#### [WHAT TO WORK ON]
How many lines in the records below contain "header"? Reply with the number only.

#### [EXERCISE DATA]
§ §

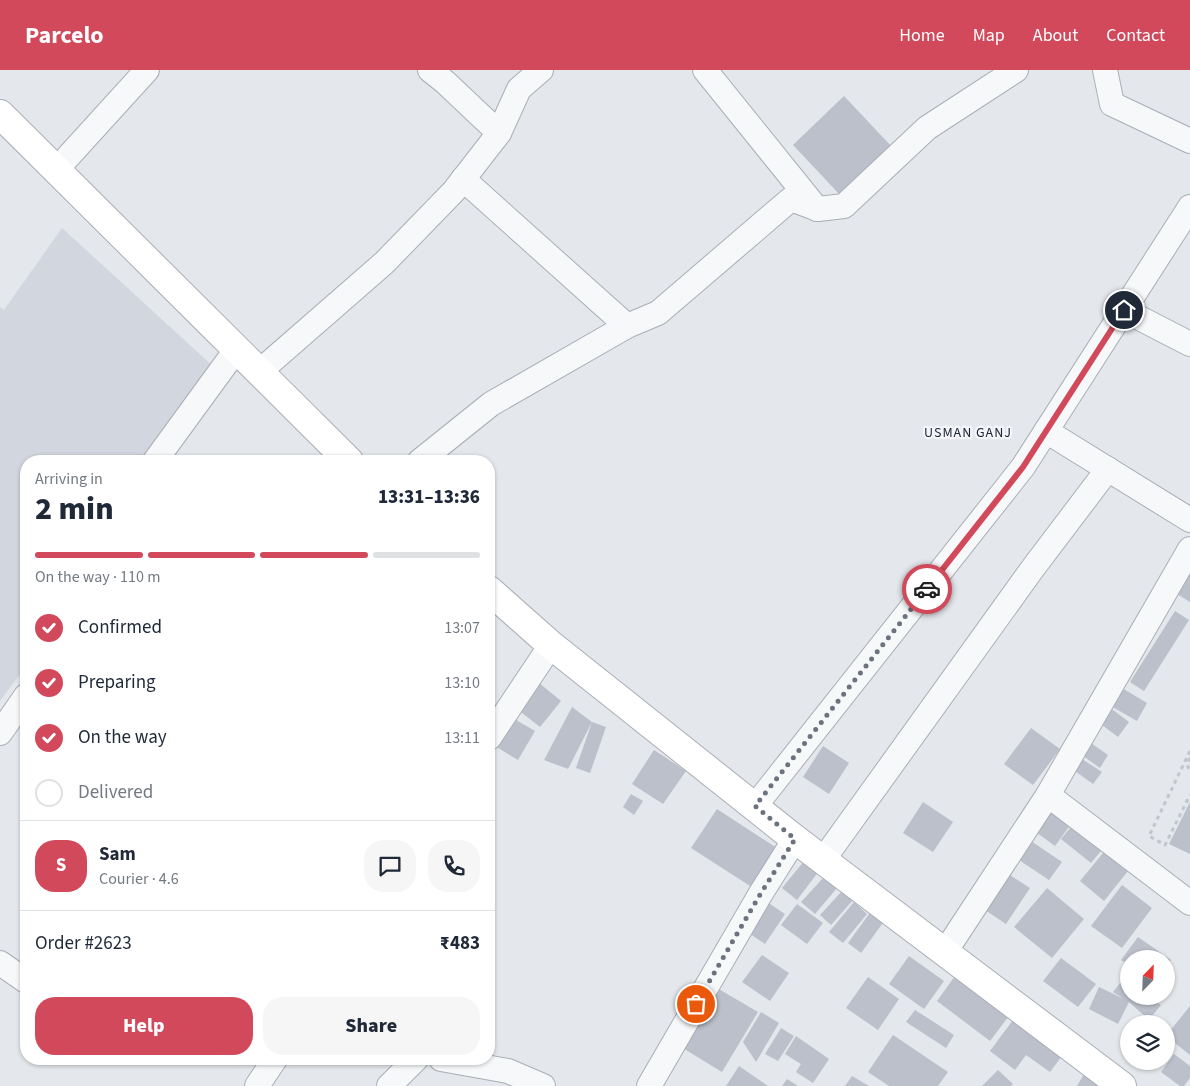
<!DOCTYPE html>
<meta charset="utf-8">
<style>
:root{--surface:#fff;--page:#f6f6f7;--text:#1f2937;--muted:#747a83;--line:#e0e1e3;--accent:#d1495b}
body{margin:0;font-family:"Source Sans 3",sans-serif;background:var(--page);color:var(--text);height:100vh;display:flex;flex-direction:column;font-size:19px;white-space:nowrap}
*{box-sizing:border-box;margin:0}
p{font-size:16px;color:var(--muted)}
.icon{flex:none;width:28px;height:28px;fill:none;stroke:currentColor;stroke-width:2;stroke-linecap:round;stroke-linejoin:round}
.map{position:relative;flex:1;overflow:hidden}
.side{position:absolute;left:20px;top:385px;width:475px;height:610px;display:flex;flex-direction:column;background:var(--surface);border-radius:20px;box-shadow:0 1px 4px #0004}
.side>*{flex:none}
.needle{width:32px;rotate:23deg}
.tools{position:absolute;left:1120px;top:880px;display:grid;gap:10px}
.tools a{display:grid;place-items:center;width:55px;height:55px;border-radius:50%;background:var(--surface);box-shadow:0 1px 4px #0004;font-size:25px}
.pin{position:absolute;display:grid;place-items:center;width:42px;height:42px;color:#fff;margin:-21px;border:2px solid #fff;border-radius:50%;box-shadow:0 1px 5px #0007}
.courier{position:absolute;display:grid;place-items:center;width:50px;height:50px;margin:-25px;border:4px solid #d1495b;border-radius:50%;background:#fff;color:#222;box-shadow:0 1px 6px #0007}
.head em{font-style:normal;font-weight:800}
.head div{display:flex;flex-direction:column-reverse}
.head{display:flex;align-items:center;justify-content:space-between;height:85px;padding:0 15px}
h1{font-size:32px;font-weight:800;line-height:38px}
.bar{display:grid;grid-template-columns:repeat(4,1fr);gap:8px 5px;align-content:center;height:60px;padding:0 15px}
.bar i{height:6px;border-radius:4px;background:var(--line)}
.bar .active{background:var(--accent)}
.bar p{grid-column:span 4}
.line{display:flex;align-items:center;gap:12px;padding:0 15px;border-top:1px solid var(--line)}
.line div{flex:1}
.round{display:grid;place-items:center;flex:none;width:52px;height:52px;border-radius:20px;background:var(--page)}
ol{padding:0 15px;list-style:none}
li{display:flex;align-items:center;gap:15px;height:55px}
li p{margin-inline-start:auto}
li .icon{padding:5px;border-radius:50%;background:var(--accent);color:#fff;stroke-width:4}
li:last-child{color:var(--muted)}
li i{width:28px;height:28px;border:2px solid var(--line);border-radius:50%}
.primary-button{display:flex;gap:10px;margin-top:auto;padding:10px 15px}
.primary-button a{flex:1;height:58px;border-radius:20px;background:var(--accent);color:#fff;font-size:20px;font-weight:800;line-height:58px;text-align:center}
.primary-button a+a{background:var(--page);color:var(--text)}
header{display:flex;align-items:center;gap:30px;box-sizing:border-box;height:70px;padding:0 25px;background:var(--accent);color:#fff}
header strong{font-size:24px}
nav{display:flex;gap:28px;margin-inline-start:auto;font-size:18px}
.map>svg:first-child{display:block}
</style>
<header>
<strong>Parcelo</strong>
<nav><a>Home</a><a>Map</a><a>About</a><a>Contact</a></nav>
</header>
<div class="map">
<svg width="1190" height="1016" viewBox="0 0 1190 1016">
<rect width="100%" height="100%" fill="#e4e7ec"/>
<!-- built -->
<path fill="#d2d6de" d="M62,158l154,141 -70,92h-120v205l-26,35v-394l4,3z"/>
<!-- building -->
<g fill="#bbc0ca">
<path d="M844,26l48,51 -51,49 -48,-51z"/>
<path d="M1190,502v30l-13,-8z"/>
<path d="M1175,541l14,9 -45,71 -14,-9z"/>
<path d="M538,612l23,19 -21,26 -23,-18z"/>
<path d="M1122,618l25,15 -10,18 -26,-15z"/>
<path d="M572,637l20,15 14,5 -16,46 -14,-5 16,-46 -24,47 -24,-9z"/>
<path d="M1109,637l20,15 -11,15 -20,-15z"/>
<path d="M511,647l24,14 -17,29 -23,-14z"/>
<path d="M1031,658l29,21 -27,36 -29,-21z"/>
<path d="M1088,671l20,14 -8,13 -21,-15z"/>
<path d="M823,676l26,17 -20,31 -26,-17z"/>
<path d="M654,680l32,21 -23,33 -31,-20z"/>
<path d="M1079,687l23,15 -9,12 -25,-18z"/>
<path d="M631,724l12,7 -9,14 -11,-8z"/>
<path d="M923,732l30,20 -20,30 -30,-19z"/>
<path d="M1190,732v52l-21,-10z"/>
<path d="M1051,734l23,16 -19,26 -22,-16z"/>
<path d="M717,739l69,45 -25,39 -70,-45z"/>
<path d="M1075,752l30,24 -14,17 -30,-24z"/>
<path d="M1028,769l34,23 -13,18 -33,-22z"/>
<path d="M1108,777l24,19 -28,35 -24,-20z"/>
<path d="M805,790l14,11 -22,29 -15,-12z"/>
<path d="M1005,802l25,16 -24,36 -24,-16z"/>
<path d="M824,807l13,11 -22,26 -14,-12z"/>
<path d="M1122,815l30,23 -30,40 -31,-22z"/>
<path d="M1047,818l37,31 -32,39 -38,-31z"/>
<path d="M842,821l11,9 -22,25 -11,-10z"/>
<path d="M767,832l18,12 -20,30 -18,-12z"/>
<path d="M854,832l13,12 -24,29 -14,-11z"/>
<path d="M797,834l26,19 -16,21 -26,-19z"/>
<path d="M872,840l13,10 -24,33 -13,-10z"/>
<path d="M1138,867l33,23 -5,7v-8h-37v6l-8,-5z"/>
<path d="M762,885l27,18 -19,28 -28,-19z"/>
<path d="M909,886l35,25 -20,28 -35,-25z"/>
<path d="M1061,888l35,26 -18,23 -35,-26z"/>
<path d="M955,906l54,40 -19,25 -53,-40z"/>
<path d="M868,907l31,22 -21,31 -32,-22z"/>
<path d="M1125,907l4,3v16h21l11,9 -12,15 -20,-18 -11,22 -29,-15 10,-22 25,12 -11,-7z"/>
<path d="M717,918l41,24 -36,60 -41,-25z"/>
<path d="M1190,936v49l-24,-19z"/>
<path d="M915,940l39,25 -8,13 -40,-26z"/>
<path d="M761,942l18,11 -23,39 -13,-20z"/>
<path d="M1013,950l49,36 -12,16 -24,-17 -11,15 -25,-19z"/>
<path d="M781,958l13,8 -16,25 -13,-7z"/>
<path d="M893,965l55,37 -10,14h-49l-21,-14z"/>
<path d="M796,966l33,23 -16,24 -17,-11 5,-8 -16,-10z"/>
<path d="M1174,984l16,12v12l-6,8h-4l-19,-14z"/>
<path d="M739,996l29,20h-42z"/>
<path d="M998,1000l15,14 -2,2h-29z"/>
<path d="M1084,1004l18,12h-25z"/>
<path d="M852,1006l17,10h-24z"/>
<path d="M787,1009l11,7h-16z"/>
</g>
<g fill="none" stroke-linecap="round" stroke-linejoin="round">
<!-- street casing -->
<g stroke="#a9aeb7" stroke-width="26">
<g id="street">
<path d="M430,0l15,12 54,51"/>
<path d="M705,0l112,139"/>
<path d="M1105,0l7,34 78,37"/>
<path d="M56,100l91,-100"/>
<path d="M463,109l164,147"/>
<path d="M1124,240l66,34"/>
<path d="M259,302l125,-109 70,-72 45,-58 20,-44 22,-19"/>
<path d="M1046,361l144,89"/>
<path d="M155,391l81,-111"/>
<path d="M420,391l71,-57 136,-78 31,-13 133,-114 27,10 26,-3 83,-78 89,-58"/>
<path d="M1190,479l-142,246 142,108"/>
<path d="M0,663l26,-37"/>
<path d="M489,668l62,-93"/>
<path d="M755,736l268,-339 167,-260"/>
<path d="M823,790l210,-292 75,-99"/>
<path d="M945,882l103,-157"/>
<path d="M0,893l26,18"/>
<path d="M441,989l67,12 35,15"/>
<path d="M257,1016l18,-27"/>
<path d="M389,1016l27,-27"/>
<path d="M649,1016l112,-193 34,-54"/>
</g>
</g>
<!-- secondary casing -->
<g stroke="#a9aeb7" stroke-width="30">
<g id="secondary">
<path d="M0,44l349,347"/>
<path d="M489,520l62,55 244,194 327,247"/>
</g>
</g>
<!-- path -->
<g stroke="#c2c5cb" stroke-width="3" stroke-dasharray="4 4" stroke-linecap="butt">
<path d="M1190,681l-41,85 16,9 25,-50"/>
<path d="M1190,688l-3,6 3,8"/>
</g>
<!-- street -->
<use href="#street" stroke="#f7f8fa" stroke-width="24"/>
<!-- secondary -->
<use href="#secondary" stroke="#fff" stroke-width="28"/>
</g>
<g fill="none" stroke-linecap="round" stroke-linejoin="round">
<!-- done -->
<path stroke="#6c737f" stroke-width="5" stroke-dasharray="0 9" d="M696,934l65,-111 34,-54 -40,-33 172,-217"/>
<!-- route -->
<path stroke="#d1495b" stroke-width="6" d="M927,519l96,-122 101,-157"/>
</g>
<g text-anchor="middle" stroke-width="4.5" stroke-linejoin="round" paint-order="stroke">
<!-- neighbourhood labels -->
<g font-size="14" letter-spacing="1" fill="#1d2536" stroke="#f4f6f9">
<text x="968" y="367">USMAN GANJ</text>
</g>
</g>
</svg>
<div class="tools">
<a><svg class="needle" viewBox="-14 -14 28 28"><path d="M0-13l5 13h-10z" fill="#e53935"/><path d="M0 13l5-13h-10z" fill="#747a83"/></svg></a>
<a><svg class="icon" aria-label="layers" viewBox="0 0 24 24"><path d="M12 4l9 5-9 5-9-5zM3 14l9 5 9-5"/></svg></a>
</div>
<div class="pin" style="left:696px;top:934px;background:#ea580c"><svg class="icon" aria-label="bag" viewBox="0 0 24 24"><path d="M5 8h14l-1 12H6zM9 8a3 3 0 0 1 6 0"/></svg></div>
<div class="pin" style="left:1124px;top:240px;background:#1f2937"><svg class="icon" aria-label="home" viewBox="0 0 24 24"><path d="M3 11l9-7 9 7M6 9v11h12V9"/></svg></div>
<div class="courier" style="left:927px;top:519px"><svg class="icon" aria-label="car" viewBox="0 0 24 24"><path d="M5 17H2v-5l4-1 3-4h7l3 4 3 1v5h-3M9 17h6M6 11h13"/><circle cx="7" cy="17" r="2"/><circle cx="17" cy="17" r="2"/></svg></div>
<section class="side">
<div class="head"><div><h1>2 min</h1><p>Arriving in</p></div><em>13:31–13:36</em></div>
<div class="bar"><i class="active"></i><i class="active"></i><i class="active"></i><i></i><p>On the way · 110 m</p></div>
<ol>
<li><svg class="icon" aria-label="check" viewBox="0 0 24 24"><path d="M5 12l5 5 9-10"/></svg>Confirmed<p>13:07</p></li>
<li><svg class="icon" aria-label="check" viewBox="0 0 24 24"><path d="M5 12l5 5 9-10"/></svg>Preparing<p>13:10</p></li>
<li><svg class="icon" aria-label="check" viewBox="0 0 24 24"><path d="M5 12l5 5 9-10"/></svg>On the way<p>13:11</p></li>
<li><i></i>Delivered</li>
</ol>
<div class="line" style="height:90px"><b class="round" style="background:var(--accent);color:#fff">S</b><div><b>Sam</b><p>Courier · 4.6</p></div><a class="round"><svg class="icon" aria-label="chat" viewBox="0 0 24 24"><path d="M4 5h16v11H9l-5 4z"/></svg></a><a class="round"><svg class="icon" aria-label="phone" viewBox="0 0 24 24"><path d="M5 4h4l2 5-3 2q2 4 5 5l2-3 5 2v4C11 20 4 13 5 4z"/></svg></a></div>
<div class="line" style="height:65px"><div>Order #2623</div><b>₹483</b></div>
<div class="primary-button"><a>Help</a><a>Share</a></div>
</section>
</div>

§ §

#### [ANSWER BELOW]
4